When I first became a mom, I used to get those recipe chain emails. You know, the ones that instruct you to to send out the recipe in your head right now. And in return, you receive lots of easy recipes to try out on your family.
So I would send out the only recipe in my head which was called the delete button. I lived in New York City, I had a million take out menus and no need for such suburban rituals. (Although I did make a mental note to investigate that “cookie swap” thing I had heard about because that seemed deliciously intriguing.)
Because of my years of deleting chain emails, I’ve obviously been punished by the culinary food gods because now at night, I try to think of what to feed my kids and it’s like my memory has been completely erased and I can’t think of one thing I’ve ever fed them.
This wouldn’t be a major problem except the little nuggets (the people, not the food) constantly need feeding. You clean up one meal and it’s time for the next. It’s simply exhausting.

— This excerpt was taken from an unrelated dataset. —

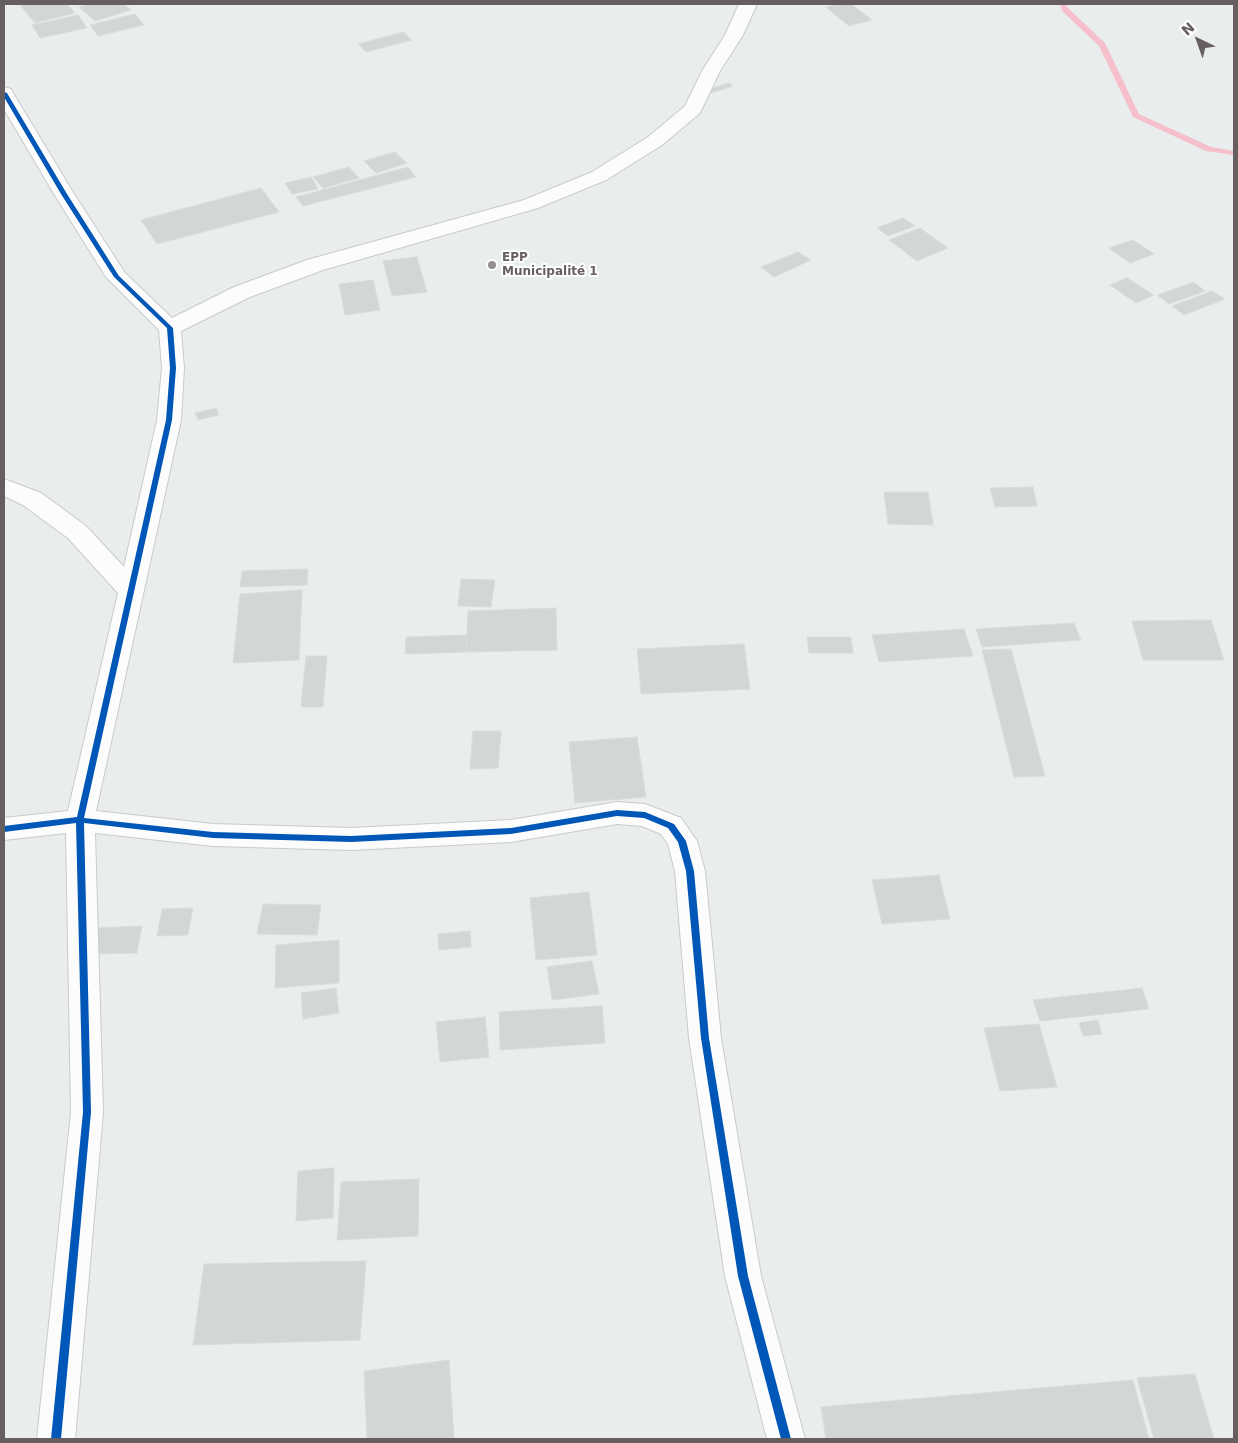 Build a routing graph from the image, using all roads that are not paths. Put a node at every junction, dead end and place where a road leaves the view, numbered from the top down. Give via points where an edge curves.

And as every parent knows, it’s actually possible to go to the grocery store, spend a hundred dollars and still have nothing for dinner. Unless you feed your kids goldfish, Capri Sun drinks and buffalo chicken dip. Which I’m now thinking might be a good option for tonight’s meal.
I’m always on the lookout for dinner ideas so when Rick and I sat down to watch TV over vacation and saw an advertisement for a cookbook called “Dump Dinners” – I was paying attention. There was a minor red flag like using the word “dump” to describe anything you plan to eat.
I don’t want to gross you out in case you happen to be eating a five star gourmet dinner while reading this blog, but these dinners don’t look good.
Please know I’m not a food snob. I’m not against dumping a bunch of ingredients in one bowl. I am the one after all who had a girlfriend bring a spice packet to our Miami girls weekend so I can make Italian chicken in my slow cooker. But I do think we need to hold on to a shred of food dignity.
Conveniently, there is another companion cookbook called “Dump Cakes” which doesn’t seem like a fantastic option either.
If you don’t believe me, just watch…
Honestly, I would eat the chocolate one. But the rest – reminds me of my only bad meal at Magic Kingdom – a “taco salad” I can’t talk about without getting shivers.
With the dump dinners and cakes off the table, I am in trouble. So maybe you can sort of, kind of forget that I deleted those chain emails a few years ago and tell me your favorite recipe. You know the one in your head right now. I promise not to delete.